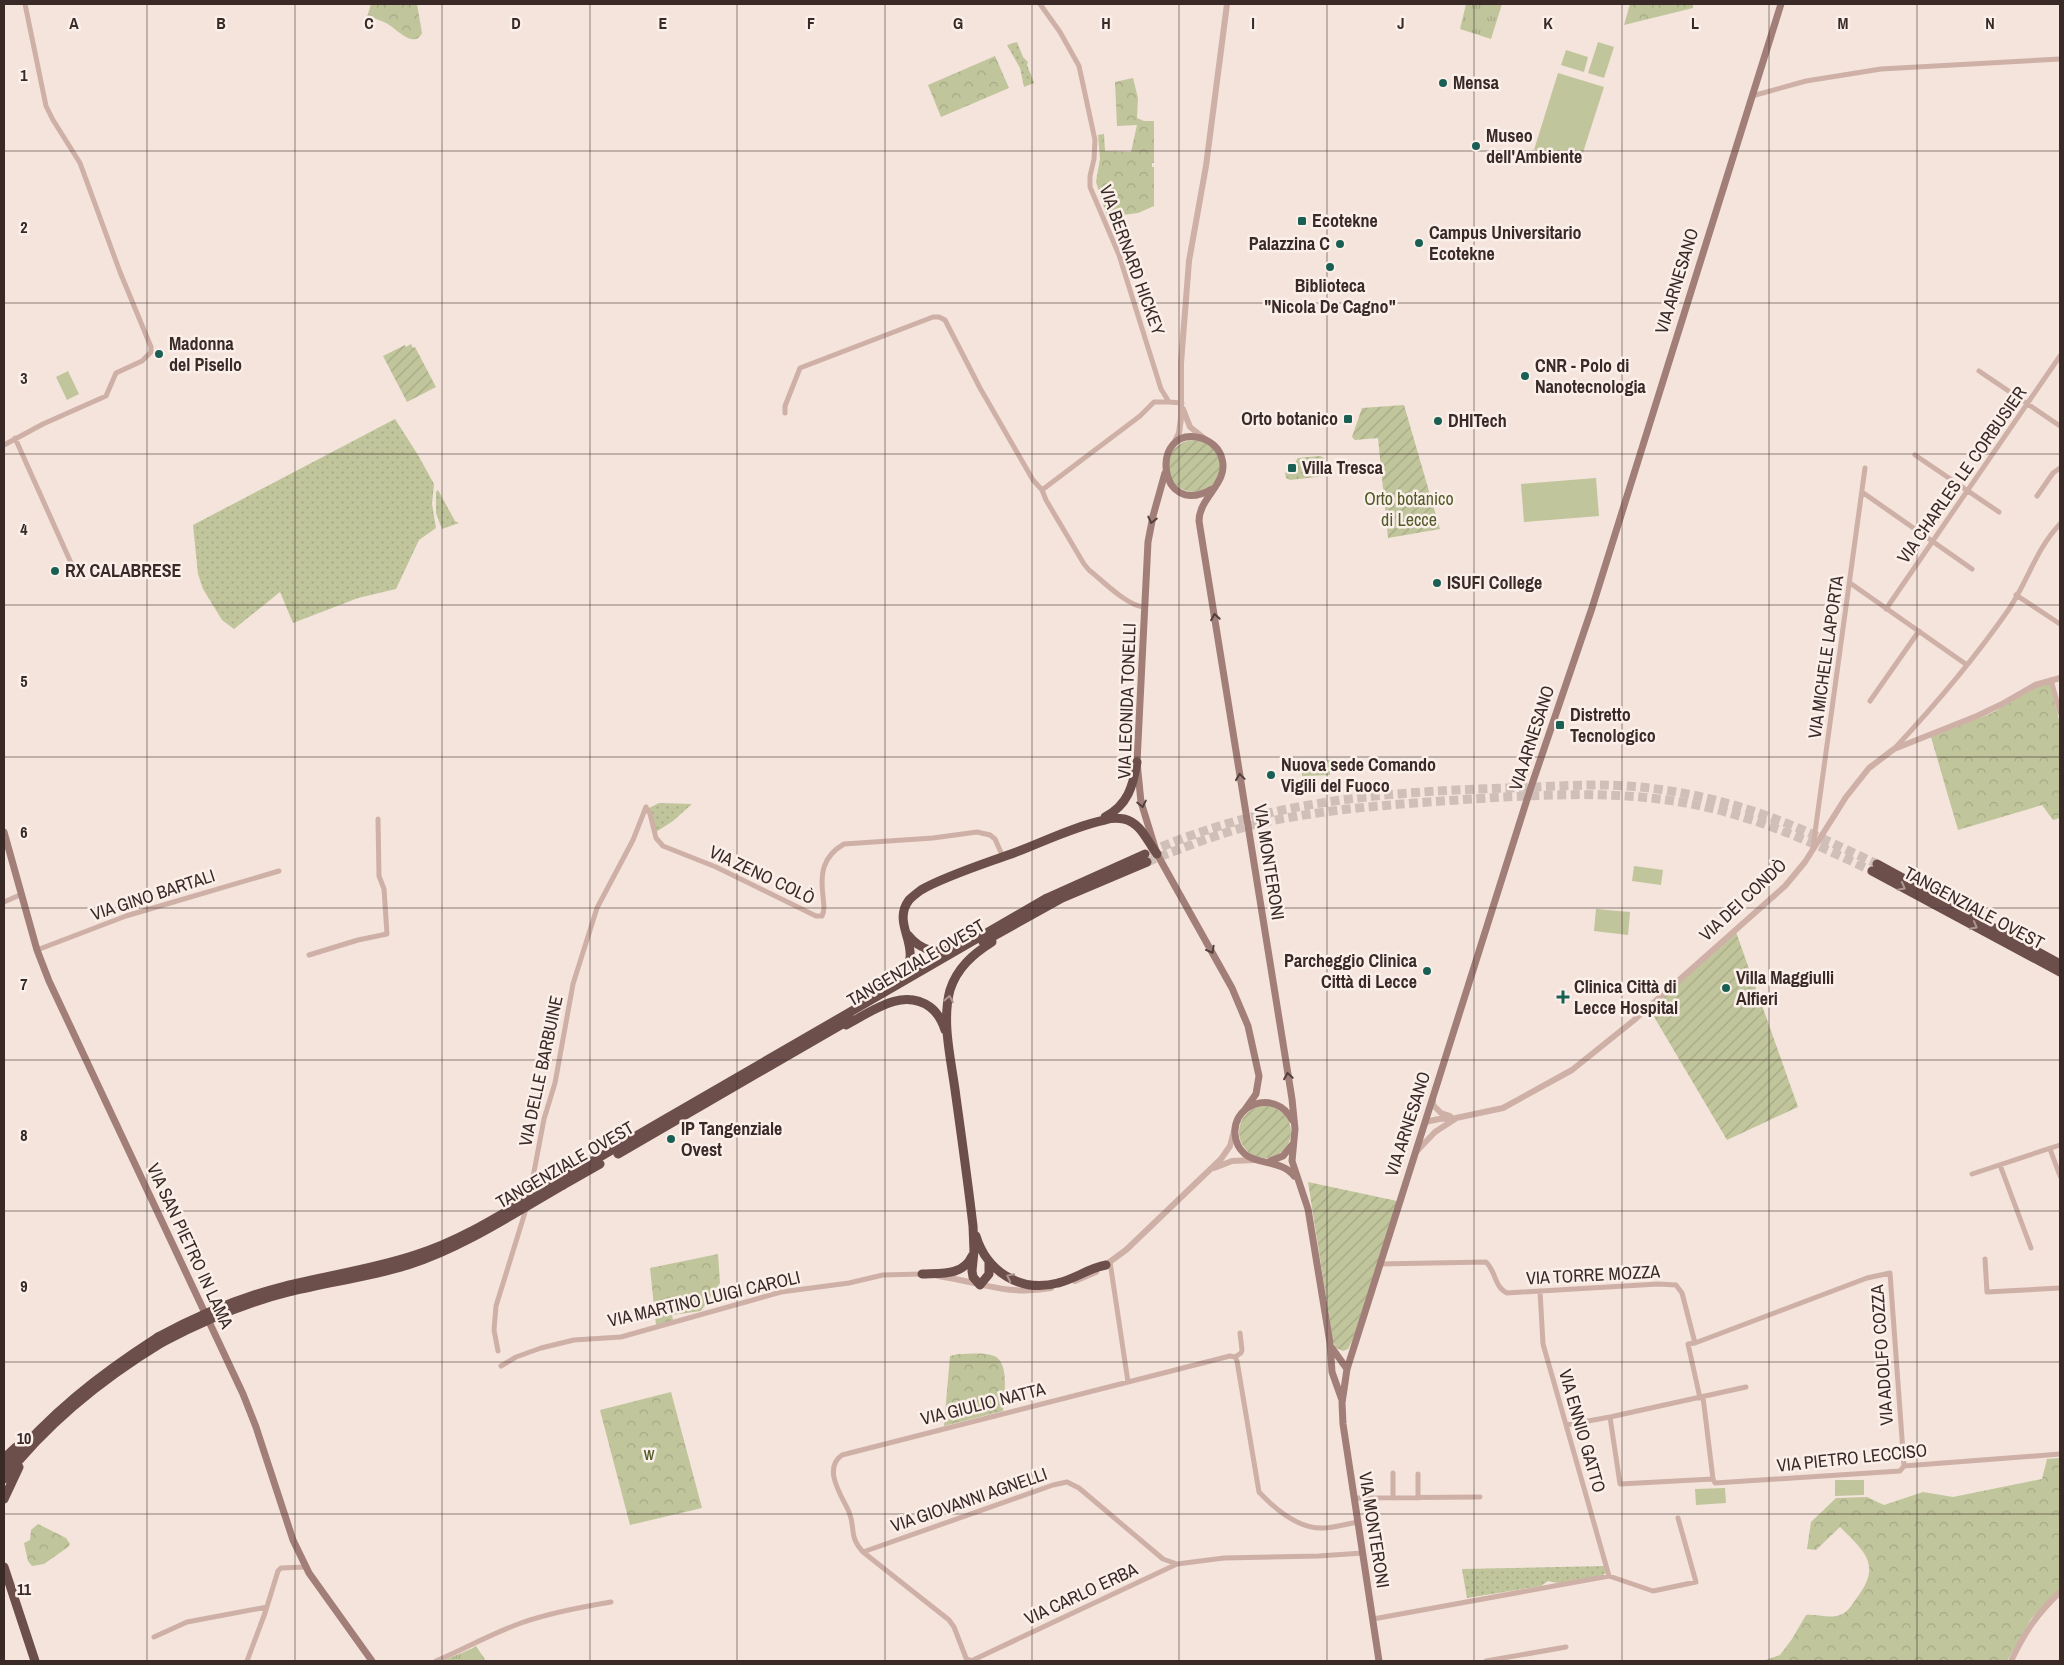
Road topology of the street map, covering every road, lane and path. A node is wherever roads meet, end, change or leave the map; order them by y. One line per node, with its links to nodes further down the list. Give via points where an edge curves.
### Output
1 (24, 4): 14 (street, via 46,106 80,163 151,352 142,361 116,373 106,396)
2 (1040, 4): 9 (street, VIA BERNARD HICKEY, via 1079,66 1095,140 1090,187 1120,255 1161,389)
3 (1227, 4): 10 (street, via 1206,166 1189,261 1181,363)
4 (1781, 4): 6 (main road, VIA ARNESANO)
5 (2060, 60): 6 (street, via 1881,69 1806,81)
6 (1751, 96): 64 (main road, VIA ARNESANO, via 1592,608 1530,790)
7 (2060, 356): 11 (street, VIA CHARLES LE CORBUSIER)
8 (1980, 371): 11 (street)
9 (1169, 402): 10 (street); 23 (street, via 1154,402)
10 (1182, 404): 15 (street, via 1190,427); 17 (street, via 1179,433)
11 (2027, 404): 13 (street); 24 (street, VIA CHARLES LE CORBUSIER)
12 (785, 413): 23 (street, via 800,368 939,317 950,326 980,388)
13 (2060, 426)
14 (15, 438): 16 (street); 31 (street)
15 (1207, 440): 17 (main road, via 1188,438); 22 (main road, VIA MONTERONI, via 1218,450 1223,467 1222,476)
16 (4, 445)
17 (1172, 447): 21 (main road, via 1164,465)
18 (1915, 455): 24 (street)
19 (1865, 468): 25 (street, VIA MICHELE LAPORTA)
20 (2060, 468): 26 (street, via 2053,472)
21 (1165, 473): 22 (main road, via 1174,488 1188,495 1197,496); 34 (main road, VIA LEONIDA TONELLI, one-way to 34, via 1148,542)
22 (1212, 489): 68 (main road, VIA MONTERONI, one-way to 22, via 1199,521 1201,508)
23 (1042, 490): 34 (street, via 1089,570 1130,602)
24 (1968, 490): 27 (street); 29 (street, VIA CHARLES LE CORBUSIER)
25 (1862, 492): 29 (street); 32 (street, VIA MICHELE LAPORTA)
26 (2037, 496)
27 (1999, 512)
28 (2060, 524): 33 (street, via 2036,555)
29 (1933, 541): 30 (street); 35 (street, VIA CHARLES LE CORBUSIER)
30 (1972, 569)
31 (76, 574)
32 (1850, 583): 35 (street); 49 (street, VIA MICHELE LAPORTA)
33 (2016, 595): 36 (street); 38 (street)
34 (1144, 607): 44 (main road, VIA LEONIDA TONELLI)
35 (1886, 609): 37 (street)
36 (2060, 624)
37 (1919, 631): 38 (street); 41 (street)
38 (1967, 665): 43 (street)
39 (2060, 678): 40 (street, VIA DEI CONDÒ)
40 (2051, 680): 42 (street); 43 (street, VIA DEI CONDÒ, via 1977,716)
41 (1870, 701)
42 (2060, 713)
43 (1894, 749): 49 (street, VIA DEI CONDÒ, via 1869,768 1846,797)
44 (1137, 762): 47 (highway, via 1127,798 1119,808); 50 (main road, VIA LEONIDA TONELLI, one-way to 50, via 1141,802)
45 (646, 807): 51 (street, VIA ZENO COLÒ, via 656,838 663,846 716,867 816,916 822,916 824,910 823,866 844,844 977,832 990,835); 97 (street, VIA DELLE BARBUINE, via 633,840 597,908 573,984 555,1082 524,1217 496,1306 494,1330)
46 (378, 819): 59 (street, via 379,876 384,889 387,934)
47 (1096, 822): 50 (highway, via 1114,818 1134,824); 51 (highway)
48 (4, 832): 53 (main road, VIA SAN PIETRO IN LAMA)
49 (1813, 850): 66 (street, VIA DEI CONDÒ, via 1767,903 1572,1070 1503,1108)
50 (1157, 854): 65 (main road, VIA LEONIDA TONELLI, one-way to 65, via 1243,1012 1259,1076 1256,1094)
51 (1003, 857): 57 (highway, via 920,891 909,901 903,917)
52 (279, 871): 58 (street, VIA GINO BARTALI, via 126,916)
53 (22, 894): 54 (street); 58 (main road, VIA SAN PIETRO IN LAMA)
54 (4, 902)
55 (1049, 905): 56 (highway, TANGENZIALE OVEST, via 1146,858 1070,887); 62 (highway, TANGENZIALE OVEST); 63 (highway, one-way to 55, via 948,999 963,966 974,954)
56 (1009, 920): 57 (highway, via 946,951 924,948); 62 (highway, TANGENZIALE OVEST)
57 (907, 934): 62 (highway, via 910,961 902,976 832,1019)
58 (38, 950): 129 (main road, VIA SAN PIETRO IN LAMA, via 62,1011 243,1394 293,1540)
59 (309, 955)
60 (2060, 964): 61 (highway, TANGENZIALE OVEST, one-way to 61, via 1875,867)
61 (2060, 972)
62 (826, 1029): 63 (highway, via 834,1032 886,1004 908,999 934,1010 944,1026); 93 (highway, TANGENZIALE OVEST, bridge, via 481,1232 432,1256 382,1272 259,1301)
63 (949, 1047): 81 (highway)
64 (1433, 1096): 66 (street, via 1433,1105 1441,1113); 67 (main road, VIA ARNESANO)
65 (1244, 1111): 68 (main road, via 1256,1104 1269,1102 1282,1107); 69 (main road)
66 (1456, 1118): 67 (street, VIA DEI CONDÒ); 73 (street, VIA DEI CONDÒ, via 1429,1137)
67 (1424, 1122): 73 (main road, VIA ARNESANO)
68 (1294, 1124): 70 (main road, VIA MONTERONI)
69 (1236, 1125): 74 (main road, via 1239,1146); 78 (street, VIA MARTINO LUIGI CAROLI, via 1226,1153)
70 (1292, 1144): 75 (main road, via 1283,1156); 80 (main road, VIA MONTERONI, via 1292,1161)
71 (2060, 1145): 72 (street)
72 (2050, 1149): 76 (street); 79 (street)
73 (1414, 1154): 87 (main road, VIA ARNESANO)
74 (1256, 1160): 75 (main road, VIA MONTERONI); 78 (street, VIA MARTINO LUIGI CAROLI, via 1225,1163)
75 (1267, 1162): 80 (main road, VIA MONTERONI, via 1285,1167)
76 (2000, 1165): 77 (street); 82 (street)
77 (1972, 1174)
78 (1205, 1175): 86 (street, VIA MARTINO LUIGI CAROLI)
79 (2060, 1176)
80 (1301, 1184): 95 (main road, VIA MONTERONI)
81 (974, 1226): 83 (highway); 85 (highway)
82 (2031, 1248)
83 (974, 1251): 88 (highway, via 970,1261 958,1271); 89 (highway, via 973,1277)
84 (1985, 1259): 90 (street, via 1987,1292)
85 (989, 1263): 86 (highway, one-way to 85, via 1059,1283 1038,1285 1007,1277); 89 (highway, via 990,1274)
86 (1108, 1264): 89 (street, VIA MARTINO LUIGI CAROLI, via 1085,1277 1041,1290 1012,1291); 102 (street)
87 (1380, 1264): 91 (street, VIA TORRE MOZZA, via 1486,1262 1504,1292); 96 (main road, VIA ARNESANO)
88 (922, 1274): 89 (street, VIA MARTINO LUIGI CAROLI); 100 (street, VIA MARTINO LUIGI CAROLI, via 883,1275 781,1292 621,1337 574,1340 541,1348)
89 (980, 1285)
90 (2060, 1288)
91 (1540, 1291): 94 (street, VIA TORRE MOZZA, via 1676,1285 1682,1292); 109 (street, VIA ENNIO GATTO, via 1543,1344)
92 (1240, 1333): 98 (street, via 1242,1350)
93 (160, 1340): 106 (highway, TANGENZIALE OVEST); 107 (highway, TANGENZIALE OVEST, via 102,1374)
94 (1695, 1343): 104 (street, via 1688,1344); 112 (street, VIA ADOLFO COZZA, via 1890,1272)
95 (1330, 1345): 96 (main road, via 1340,1352); 99 (main road, VIA MONTERONI); 101 (main road, VIA MONTERONI)
96 (1352, 1347): 101 (main road, VIA MONTERONI)
97 (498, 1350)
98 (1235, 1357): 102 (street, VIA GIULIO NATTA); 124 (street, via 1259,1492 1306,1526 1322,1528)
99 (1331, 1364): 101 (main road, via 1339,1370); 105 (main road, VIA MONTERONI)
100 (501, 1366)
101 (1347, 1369): 105 (main road, VIA MONTERONI)
102 (1128, 1382): 125 (street, VIA GIULIO NATTA, via 842,1454 835,1463 836,1486 849,1512 852,1536)
103 (1746, 1387): 104 (street)
104 (1701, 1397): 108 (street); 117 (street)
105 (1342, 1403): 119 (main road, VIA MONTERONI)
106 (68, 1410): 116 (highway, TANGENZIALE OVEST, via 25,1452); 118 (highway, via 18,1468)
107 (54, 1414): 111 (highway, via 41,1422); 113 (highway, TANGENZIALE OVEST)
108 (1610, 1417): 109 (street); 117 (street, VIA PIETRO LECCISO, via 1620,1484)
109 (1566, 1425): 130 (street, VIA ENNIO GATTO)
110 (2060, 1454): 112 (street, VIA PIETRO LECCISO)
111 (4, 1458)
112 (1904, 1466): 117 (street, VIA PIETRO LECCISO, via 1900,1471 1715,1483)
113 (4, 1469)
114 (1393, 1473): 120 (street)
115 (1418, 1474): 121 (street)
116 (4, 1479)
117 (1714, 1479)
118 (4, 1498)
119 (1354, 1498): 120 (street); 124 (main road, VIA MONTERONI)
120 (1393, 1498): 121 (street)
121 (1418, 1498): 122 (street)
122 (1480, 1498)
123 (1678, 1518): 130 (street, via 1696,1582 1653,1591)
124 (1358, 1522): 126 (main road, VIA MONTERONI)
125 (863, 1552): 127 (street, VIA GIOVANNI AGNELLI, via 1067,1482 1079,1488 1157,1554); 127 (street, VIA CARLO ERBA, via 949,1620 966,1658 971,1661)
126 (1363, 1553): 127 (street, VIA CARLO ERBA, via 1224,1558); 136 (main road, VIA MONTERONI)
127 (1177, 1564)
128 (4, 1567): 132 (highway)
129 (306, 1568): 135 (street, via 281,1568); 141 (main road, VIA SAN PIETRO IN LAMA)
130 (1609, 1576): 136 (street)
131 (4, 1579): 132 (highway)
132 (11, 1592): 139 (highway)
133 (2060, 1592): 145 (street, via 2037,1614)
134 (611, 1602): 142 (street, via 522,1622)
135 (267, 1607): 137 (street, via 187,1622); 140 (street)
136 (1373, 1619): 143 (main road, VIA MONTERONI)
137 (154, 1637)
138 (1566, 1647): 144 (street)
139 (35, 1661)
140 (247, 1661)
141 (372, 1661)
142 (436, 1661)
143 (1379, 1661)
144 (1486, 1661)
145 (2011, 1661)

● ● ● ● ●

*BRIEF:*
Extract each line from the listing that holds the word "ERBA".

*TASK OUTPUT:*
125 (863, 1552): 127 (street, VIA GIOVANNI AGNELLI, via 1067,1482 1079,1488 1157,1554); 127 (street, VIA CARLO ERBA, via 949,1620 966,1658 971,1661)
126 (1363, 1553): 127 (street, VIA CARLO ERBA, via 1224,1558); 136 (main road, VIA MONTERONI)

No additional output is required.